- Steam cover art
- Developer: Finji
- Publisher: Finji
- Engine: Unity
- Platforms: iOS, Linux, macOS, Nintendo Switch, PlayStation 4, Windows, Xbox One, PlayStation 5
- Release: WW: September 19, 2019; PAL: September 30, 2019 (PS4); PlayStation 5WW: December 13, 2022;
- Genre: Strategy
- Mode: Single-player

= Overland (video game) =

Overland is a turn-based tactics video game developed and published by Finji. It was released in September 2019 for iOS and macOS through Apple Arcade, Linux, Nintendo Switch, PlayStation 4, Windows, and Xbox One, and in December 2022 for PlayStation 5.

== Gameplay ==

The player navigates a survivor, a dog, and their car, through turn-based tactical scenarios in a post-apocalyptic world.

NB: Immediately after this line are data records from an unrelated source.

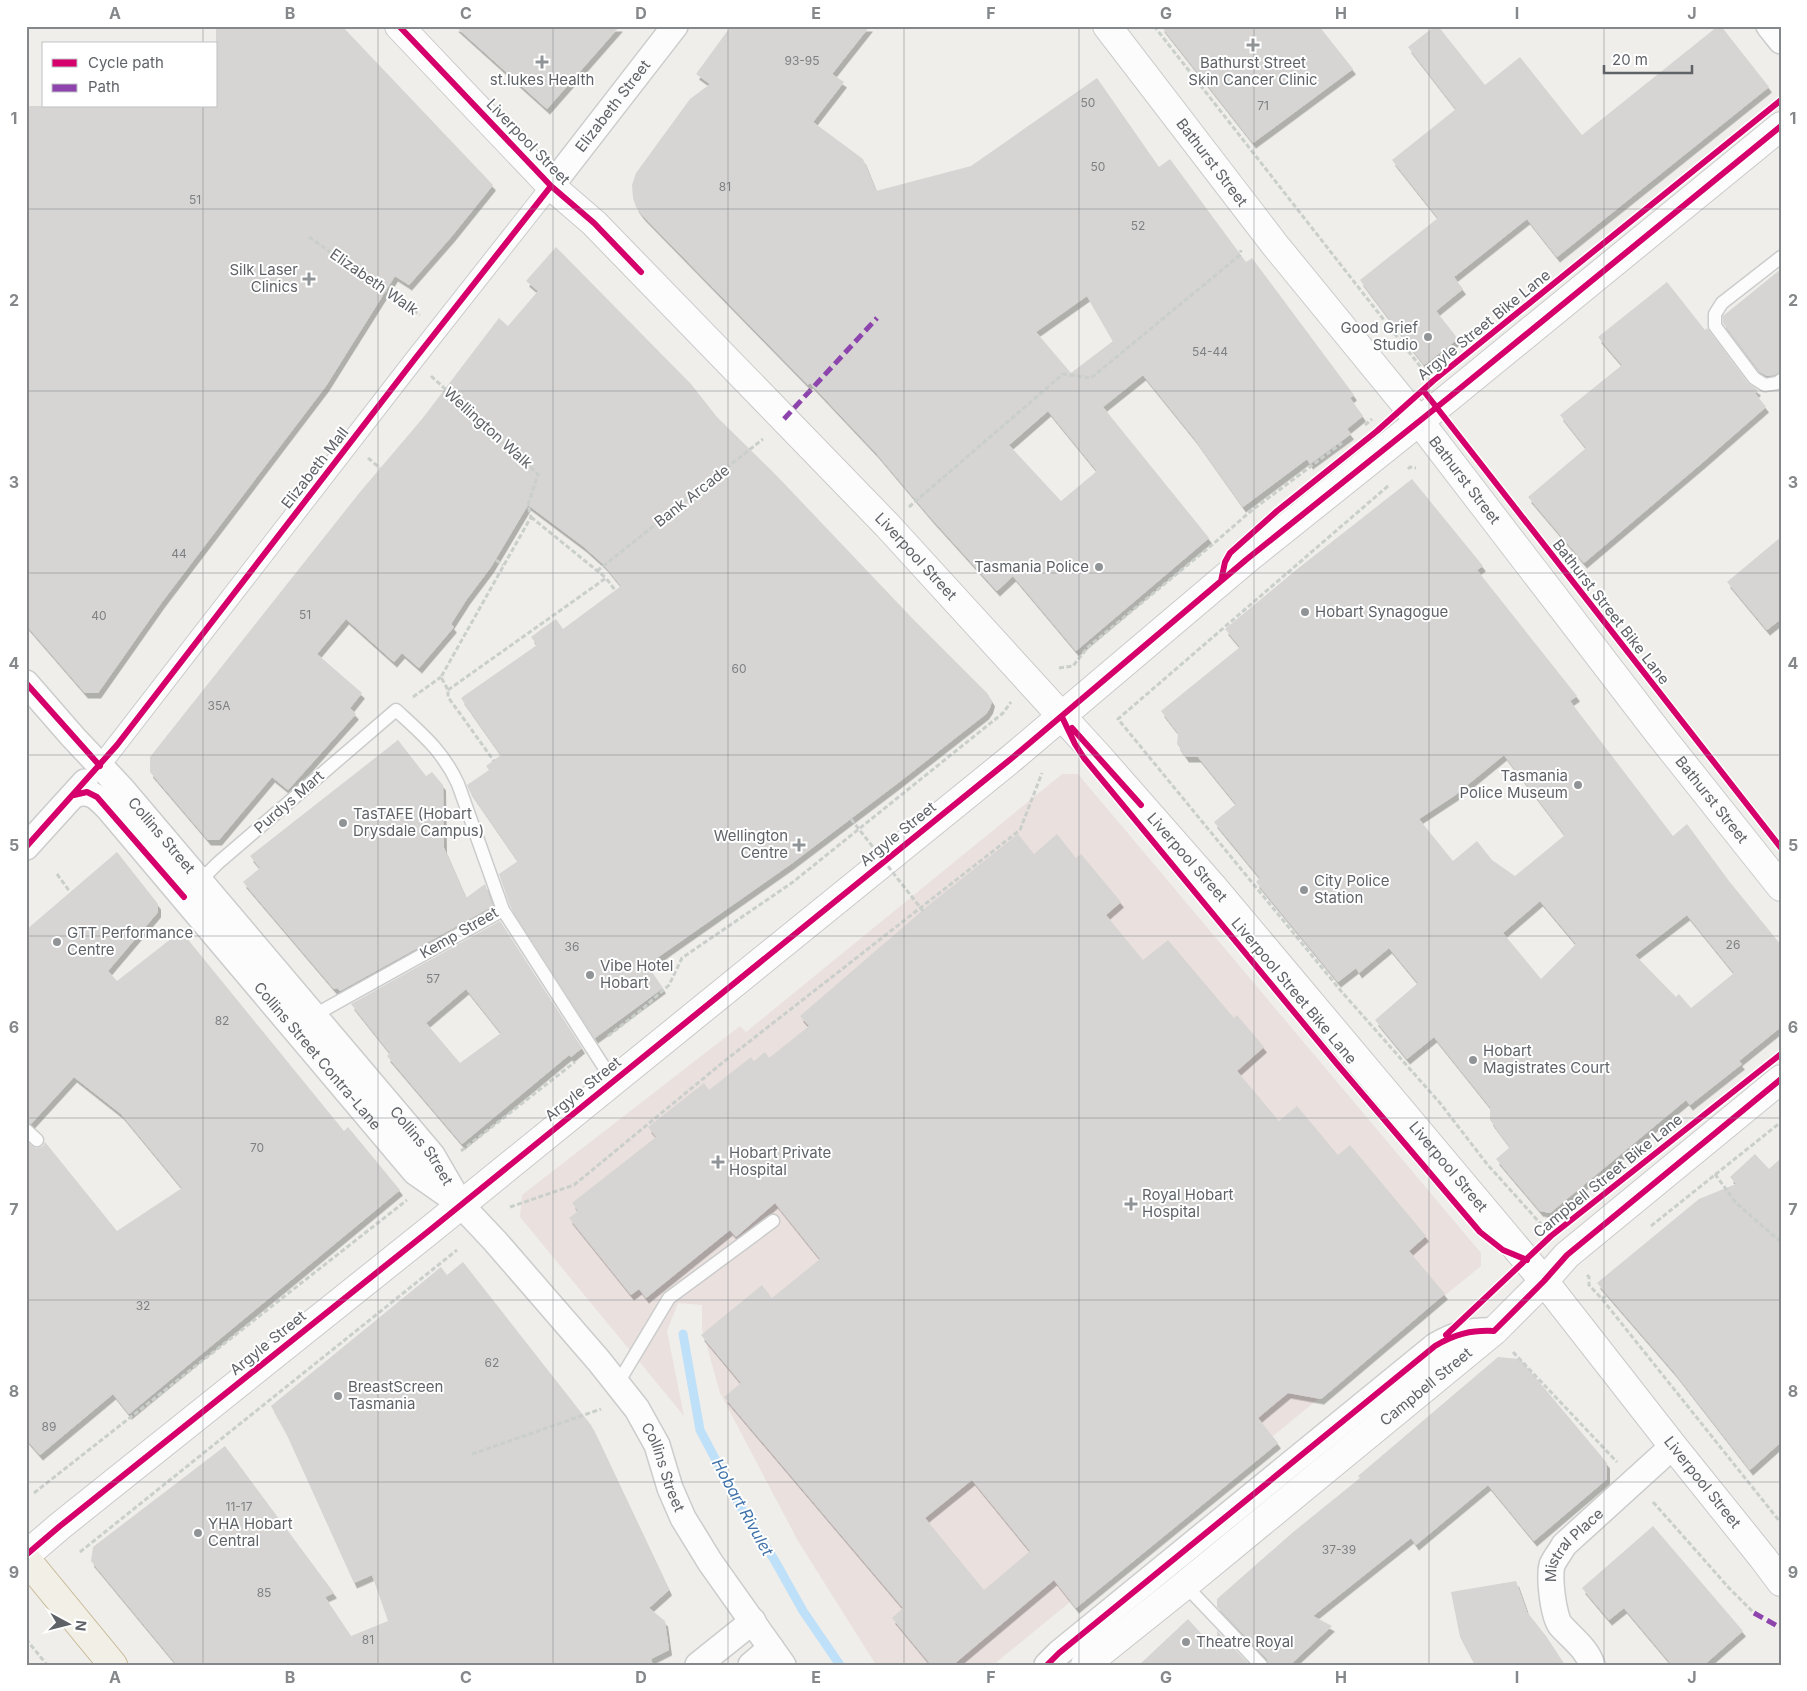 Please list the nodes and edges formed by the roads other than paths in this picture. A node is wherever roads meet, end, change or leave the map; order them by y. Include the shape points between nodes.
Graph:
1 (399, 26) edge
2 (675, 26) edge
3 (1108, 26) edge
4 (1769, 26) edge
5 (1781, 41) edge
6 (1781, 126) edge
7 (551, 186) junction
8 (1781, 256) edge
9 (1781, 380) edge
10 (1419, 421) junction
11 (26, 683) edge
12 (396, 710) joint
13 (1062, 717) junction
14 (100, 766) junction
15 (74, 795) junction
16 (26, 847) edge
17 (1781, 887) edge
18 (192, 889) junction
19 (503, 910) junction
20 (304, 1022) junction
21 (1781, 1078) edge
22 (613, 1081) junction
23 (26, 1130) edge
24 (37, 1140) dead end
25 (461, 1205) junction
26 (773, 1221) dead end
27 (1544, 1281) junction
28 (1494, 1331) junction
29 (624, 1391) junction
30 (1673, 1446) junction
31 (26, 1557) edge
32 (1781, 1582) edge
33 (1185, 1585) junction
34 (753, 1621) junction
35 (777, 1657) edge
36 (113, 1665) edge
37 (698, 1665) edge
38 (751, 1665) edge
39 (1047, 1665) edge
40 (1085, 1665) edge
41 (1261, 1665) edge
42 (1592, 1665) edge

1 - 7 main road, Liverpool Street
2 - 7 street, Elizabeth Street
3 - 10 main road, Bathurst Street via 1249,211
4 - 5 street
6 - 10 main road, Argyle Street
7 - 13 main road, Liverpool Street via 594,224 887,525
7 - 14 street, Elizabeth Mall
8 - 9 lane via 1722,304 1715,314 1715,326 1754,378 1765,384
10 - 13 main road, Argyle Street via 1247,559
10 - 17 main road, Bathurst Street
11 - 14 street, Collins Street
12 - 18 lane, Purdys Mart
12 - 19 lane, Kemp Street via 438,750 450,767
13 - 22 main road, Argyle Street
13 - 27 main road, Liverpool Street via 1220,895
14 - 15 street
14 - 18 street, Collins Street via 122,789
15 - 16 street
15 - 18 street via 87,792 97,797
18 - 20 street, Collins Street Contra-Lane
19 - 20 lane, Kemp Street
19 - 22 lane
20 - 25 street, Collins Street Contra-Lane via 415,1172
21 - 27 main road, Campbell Street via 1695,1148 1559,1240
22 - 25 main road, Argyle Street
23 - 24 lane
25 - 29 street, Collins Street
25 - 31 main road, Argyle Street
26 - 29 lane via 669,1298
27 - 28 main road, Campbell Street
27 - 30 main road, Liverpool Street
28 - 33 main road, Campbell Street
28 - 39 street via 1464,1332 1435,1346
29 - 34 street, Collins Street via 657,1445 683,1518
30 - 32 main road, Liverpool Street
30 - 42 street, Mistral Place via 1564,1545 1552,1564 1550,1585 1558,1623 1578,1643
31 - 36 highway
33 - 40 main road, Campbell Street
33 - 41 lane
34 - 35 street, Collins Street
34 - 37 street
35 - 38 street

The objective of the game is to reach California on an across the country road trip. There are currently 7 biomes: the East Coast, the Woodlands, the Grasslands, the Mountains, the Desert, the Basin, and the Reef.

== Development ==

Inspirations for the game include X-COM, The Banner Saga, and Dead of Winter: A Cross Roads Game.

Overland was released on September 19, 2019, for Nintendo Switch, PlayStation 4, Windows, and Xbox One platforms. Early version of the game were available through Itch.io. The game was also released on iOS and macOS through Apple Arcade as a launch title on the same day.

== Reception ==

Upon release, Overland received mixed reviews by users and critics.

Aggregate scores
| Aggregator | Score |
|---|---|
| Metacritic | NS: 75/100 PC: 69/100 |
| OpenCritic | 71/100 40% Critics Recommend |

Review scores
| Publication | Score |
|---|---|
| Edge | 5/10 |
| GameSpot | 8/10 |
| IGN | 7.5/10 |
| Nintendo Life | 6/10 |
| Nintendo World Report | 6/10 |
| PC Gamer (US) | 62/100 |
| TouchArcade | 2.5/5 |

=== Accolades ===
Overland won the award for "Best Art Design" at Intel Level Up 2016. The game was nominated for the Matthew Crump Cultural Innovation Award at the SXSW Gaming Awards.